■ WHAT IS EXPECTED
Would you please output the records exactly as they appear below?

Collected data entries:
=-=-=

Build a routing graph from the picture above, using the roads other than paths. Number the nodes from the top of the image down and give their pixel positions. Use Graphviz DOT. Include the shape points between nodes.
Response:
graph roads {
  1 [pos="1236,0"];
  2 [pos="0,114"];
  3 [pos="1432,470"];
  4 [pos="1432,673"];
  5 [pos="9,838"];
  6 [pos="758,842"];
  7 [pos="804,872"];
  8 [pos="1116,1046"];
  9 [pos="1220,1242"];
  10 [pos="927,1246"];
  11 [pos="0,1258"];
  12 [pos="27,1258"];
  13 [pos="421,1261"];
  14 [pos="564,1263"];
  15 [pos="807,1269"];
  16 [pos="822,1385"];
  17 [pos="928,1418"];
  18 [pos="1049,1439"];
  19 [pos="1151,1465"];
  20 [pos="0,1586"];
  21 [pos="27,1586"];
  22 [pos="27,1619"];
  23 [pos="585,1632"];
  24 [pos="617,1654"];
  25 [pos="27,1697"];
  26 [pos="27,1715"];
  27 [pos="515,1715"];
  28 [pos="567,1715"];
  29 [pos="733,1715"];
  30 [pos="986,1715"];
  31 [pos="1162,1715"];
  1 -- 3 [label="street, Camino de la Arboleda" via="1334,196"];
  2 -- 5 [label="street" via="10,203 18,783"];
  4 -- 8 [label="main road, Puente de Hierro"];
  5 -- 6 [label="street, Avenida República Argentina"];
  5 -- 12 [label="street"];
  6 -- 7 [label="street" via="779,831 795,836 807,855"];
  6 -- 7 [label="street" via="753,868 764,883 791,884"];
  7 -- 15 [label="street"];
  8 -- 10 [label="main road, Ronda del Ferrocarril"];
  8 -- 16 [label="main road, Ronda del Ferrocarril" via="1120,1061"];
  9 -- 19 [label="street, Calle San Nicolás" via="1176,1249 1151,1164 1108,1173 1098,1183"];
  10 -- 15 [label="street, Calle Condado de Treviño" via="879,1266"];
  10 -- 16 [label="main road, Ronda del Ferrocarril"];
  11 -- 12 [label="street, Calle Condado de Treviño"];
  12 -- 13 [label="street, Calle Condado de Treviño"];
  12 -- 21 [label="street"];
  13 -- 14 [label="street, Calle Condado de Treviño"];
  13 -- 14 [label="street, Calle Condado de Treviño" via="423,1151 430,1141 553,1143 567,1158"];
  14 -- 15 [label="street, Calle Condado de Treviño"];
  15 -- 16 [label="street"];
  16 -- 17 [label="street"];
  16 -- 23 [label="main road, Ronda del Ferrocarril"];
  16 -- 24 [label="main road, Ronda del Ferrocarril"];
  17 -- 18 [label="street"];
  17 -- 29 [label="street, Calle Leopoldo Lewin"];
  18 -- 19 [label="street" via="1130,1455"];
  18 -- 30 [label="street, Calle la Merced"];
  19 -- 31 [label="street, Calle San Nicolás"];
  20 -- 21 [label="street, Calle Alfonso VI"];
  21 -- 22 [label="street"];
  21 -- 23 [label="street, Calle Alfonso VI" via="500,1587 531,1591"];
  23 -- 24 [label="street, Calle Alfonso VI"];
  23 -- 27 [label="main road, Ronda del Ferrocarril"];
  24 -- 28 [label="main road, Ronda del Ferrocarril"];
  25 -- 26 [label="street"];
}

=-=-=

■ RESPONSE
Build a routing graph from the picture above, using the roads other than paths. Number the nodes from the top of the image down and give their pixel positions. Use Graphviz DOT. Include the shape points between nodes.
Response:
graph roads {
  1 [pos="1236,0"];
  2 [pos="0,114"];
  3 [pos="1432,470"];
  4 [pos="1432,673"];
  5 [pos="9,838"];
  6 [pos="758,842"];
  7 [pos="804,872"];
  8 [pos="1116,1046"];
  9 [pos="1220,1242"];
  10 [pos="927,1246"];
  11 [pos="0,1258"];
  12 [pos="27,1258"];
  13 [pos="421,1261"];
  14 [pos="564,1263"];
  15 [pos="807,1269"];
  16 [pos="822,1385"];
  17 [pos="928,1418"];
  18 [pos="1049,1439"];
  19 [pos="1151,1465"];
  20 [pos="0,1586"];
  21 [pos="27,1586"];
  22 [pos="27,1619"];
  23 [pos="585,1632"];
  24 [pos="617,1654"];
  25 [pos="27,1697"];
  26 [pos="27,1715"];
  27 [pos="515,1715"];
  28 [pos="567,1715"];
  29 [pos="733,1715"];
  30 [pos="986,1715"];
  31 [pos="1162,1715"];
  1 -- 3 [label="street, Camino de la Arboleda" via="1334,196"];
  2 -- 5 [label="street" via="10,203 18,783"];
  4 -- 8 [label="main road, Puente de Hierro"];
  5 -- 6 [label="street, Avenida República Argentina"];
  5 -- 12 [label="street"];
  6 -- 7 [label="street" via="779,831 795,836 807,855"];
  6 -- 7 [label="street" via="753,868 764,883 791,884"];
  7 -- 15 [label="street"];
  8 -- 10 [label="main road, Ronda del Ferrocarril"];
  8 -- 16 [label="main road, Ronda del Ferrocarril" via="1120,1061"];
  9 -- 19 [label="street, Calle San Nicolás" via="1176,1249 1151,1164 1108,1173 1098,1183"];
  10 -- 15 [label="street, Calle Condado de Treviño" via="879,1266"];
  10 -- 16 [label="main road, Ronda del Ferrocarril"];
  11 -- 12 [label="street, Calle Condado de Treviño"];
  12 -- 13 [label="street, Calle Condado de Treviño"];
  12 -- 21 [label="street"];
  13 -- 14 [label="street, Calle Condado de Treviño"];
  13 -- 14 [label="street, Calle Condado de Treviño" via="423,1151 430,1141 553,1143 567,1158"];
  14 -- 15 [label="street, Calle Condado de Treviño"];
  15 -- 16 [label="street"];
  16 -- 17 [label="street"];
  16 -- 23 [label="main road, Ronda del Ferrocarril"];
  16 -- 24 [label="main road, Ronda del Ferrocarril"];
  17 -- 18 [label="street"];
  17 -- 29 [label="street, Calle Leopoldo Lewin"];
  18 -- 19 [label="street" via="1130,1455"];
  18 -- 30 [label="street, Calle la Merced"];
  19 -- 31 [label="street, Calle San Nicolás"];
  20 -- 21 [label="street, Calle Alfonso VI"];
  21 -- 22 [label="street"];
  21 -- 23 [label="street, Calle Alfonso VI" via="500,1587 531,1591"];
  23 -- 24 [label="street, Calle Alfonso VI"];
  23 -- 27 [label="main road, Ronda del Ferrocarril"];
  24 -- 28 [label="main road, Ronda del Ferrocarril"];
  25 -- 26 [label="street"];
}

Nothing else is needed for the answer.